La recherche en SST au Québec et en Europe

L'Agence européenne pour la sécurité et la santé au travail (EU-OSHA) vient de présenter ses priorités de recherche pour la période 2013-2020. Dans un document intitulé Priorities for occupational safety and health research in Europe : 2013-2020, l'Agence articule ses domaines prioritaires autour de quatre thématiques principales : 1) évolution démographique, 2) mondialisation et évolution du monde du travail, 3) nouvelles technologies sûres et 4) expositions nouvelles ou croissantes à des agents chimiques et biologiques sur les lieux de travail.

En cette journée mondiale de deuil pour commémorer les personnes qui ont perdu la vie ou se sont blessées au travail, il m'a semblé intéressant de comparer le plan européen avec le plan quinquennal 2013-2017 de l'IRSST. Même si la période couverte n'est pas tout à fait la même et que les deux plans sont structurés différemment, on constate que les documents, dans leurs grandes lignes, convergent. D'abord, le contexte dans lequel les deux plans s'inscrivent est semblable. Ici, comme en Europe, le monde du travail se transforme et le développement durable devient un enjeu.

À l'égard de la première thématique, l'évolution démographique, l'IRSST, comme les centres de recherche européens - que nous connaissons bien - sont préoccupés par le vieillissement de la main-d'œuvre, mais aussi par l'arrivée de plus en plus de travailleurs immigrants de première génération qui, selon la littérature, sont potentiellement plus vulnérables en matière de SST.

En ce qui concerne la mondialisation et l'évolution du monde du travail, deuxième thématique européenne, là aussi les enjeux rejoignent ceux du Québec.
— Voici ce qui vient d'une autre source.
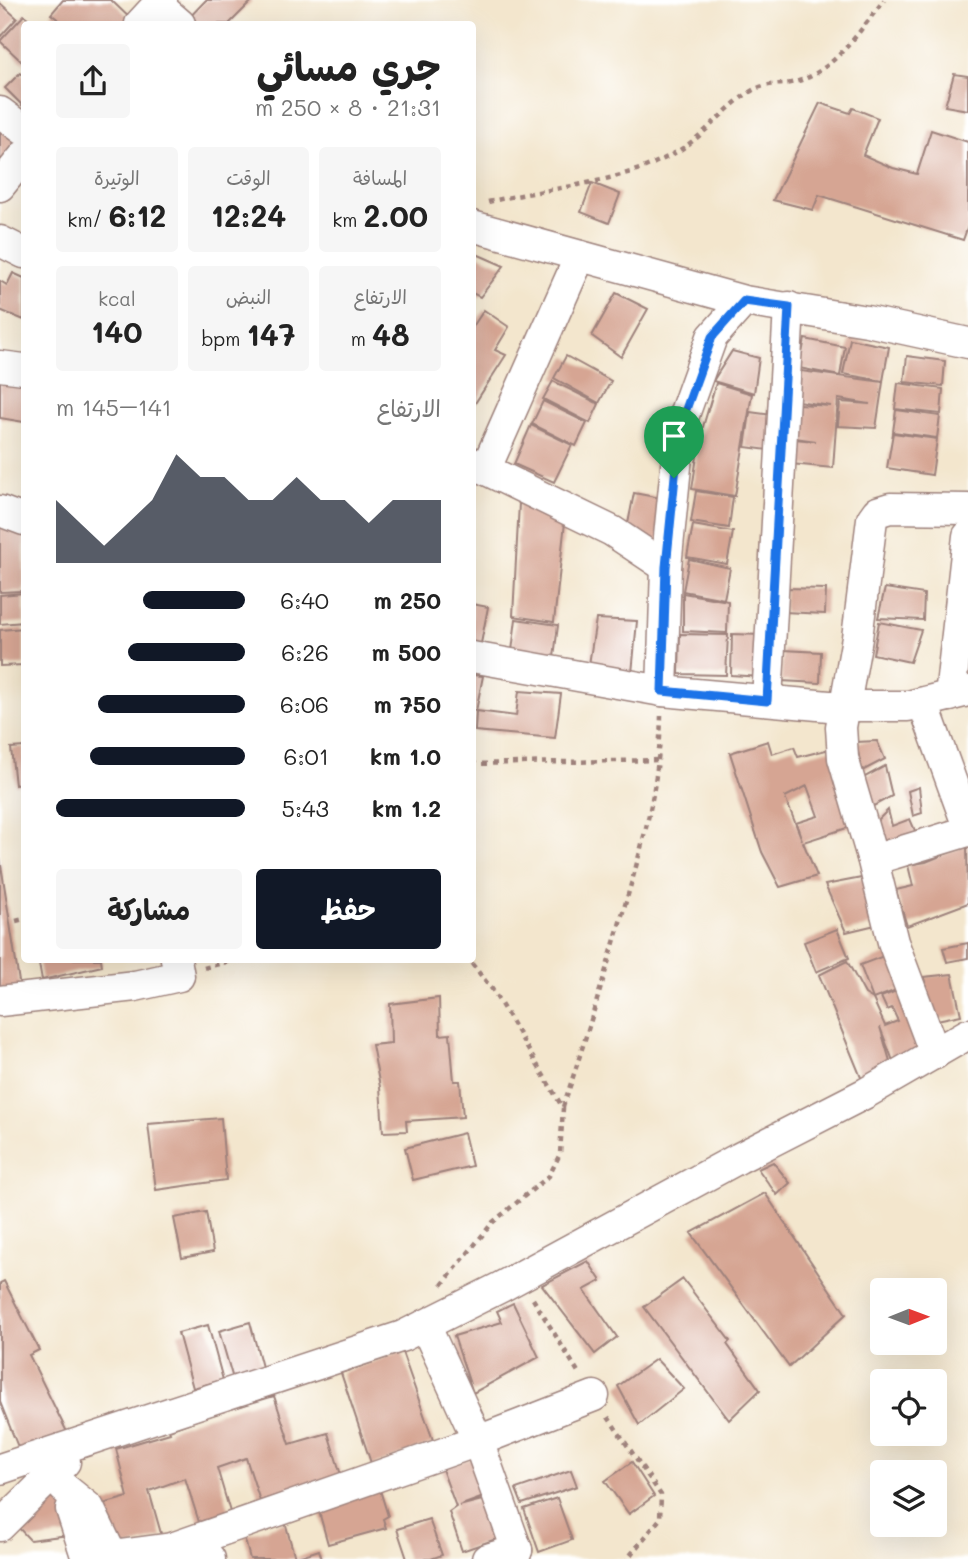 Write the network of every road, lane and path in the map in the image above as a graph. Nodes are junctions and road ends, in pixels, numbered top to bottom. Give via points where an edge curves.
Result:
1 (884, 0) edge
2 (153, 10) edge
3 (174, 21) edge
4 (0, 112) edge
5 (21, 128) edge
6 (21, 160) edge
7 (0, 186) edge
8 (479, 214) edge
9 (0, 241) edge
10 (21, 252) edge
11 (580, 256) junction
12 (744, 301) junction
13 (789, 307) junction
14 (968, 343) edge
15 (0, 366) edge
16 (21, 369) edge
17 (479, 466) edge
18 (968, 509) edge
19 (0, 511) edge
20 (21, 519) edge
21 (968, 536) edge
22 (666, 567) junction
23 (476, 658) edge
24 (662, 691) junction
25 (947, 697) edge
26 (767, 701) junction
27 (843, 706) junction
28 (660, 760) junction
29 (476, 764) edge
30 (968, 829) edge
31 (872, 857) junction
32 (21, 920) edge
33 (16, 921) dead end
34 (208, 963) edge
35 (471, 963) edge
36 (178, 967) edge
37 (0, 1001) edge
38 (968, 1034) edge
39 (936, 1054) junction
40 (563, 1108) junction
41 (425, 1325) junction
42 (594, 1396) dead end
43 (478, 1441) junction
44 (3, 1460) edge
45 (64, 1465) junction
46 (0, 1526) edge
47 (172, 1548) junction
48 (516, 1555) edge
49 (87, 1559) edge
50 (210, 1559) edge
51 (487, 1559) edge

1 - 8 path via 820,69 794,82 757,88 730,105 685,147 649,166
2 - 3 street
4 - 5 street
6 - 7 street
8 - 11 street
9 - 10 street
11 - 12 street
11 - 17 street
12 - 13 street
12 - 22 street via 712,337 680,426
13 - 14 street
13 - 26 street
15 - 16 street
17 - 22 street via 612,531
18 - 27 street via 890,508 872,519
19 - 20 street
21 - 25 street
22 - 24 street
23 - 24 street
24 - 26 street
24 - 28 path
25 - 27 street via 892,708
25 - 30 street
26 - 27 street
27 - 31 street via 844,758
28 - 29 path
28 - 40 path via 648,828
30 - 31 street
31 - 39 street via 893,942
32 - 33 path
34 - 36 path
35 - 40 path via 492,989
36 - 37 street via 135,986
38 - 39 street
39 - 41 street
40 - 41 path via 560,1154 549,1176 492,1222 461,1257 434,1296
41 - 43 street
41 - 45 street
42 - 43 street
43 - 47 street
43 - 48 street
44 - 45 street
45 - 46 street
45 - 47 street via 112,1556
45 - 49 street
47 - 50 street
48 - 51 street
L'Institut est effectivement soucieux de faire progresser les connaissances relativement aux nouvelles formes de travail, à la précarité de l'emploi, aux horaires de travail atypiques ou encore aux facteurs psychosociaux associés au travail dans des situations où la demande psychologique est élevée comme dans les centres d'appel 9-1-1.

La troisième thématique retenue par les pays européens concerne les nouvelles technologies. Or, le plan de l'IRSST a été conçu dans cette optique. On peut y lire que « pour réaliser pleinement sa mission, l'IRSST doit aussi travailler en fonction de l'avenir en prévoyant dès aujourd'hui les risques futurs qui accompagnent les nouvelles technologies, les changements organisationnels et environnementaux, les nouvelles substances, etc. » Comme l'Europe, nous aussi sommes préoccupés par les nouvelles formes d'énergie. Nous avons des projets en marche sur ce que nous appelons « les emplois verts » qu'ils soient issus des formes d'énergie renouvelables, comme l'industrie du photovoltaïque, ou encore du recyclage des déchets.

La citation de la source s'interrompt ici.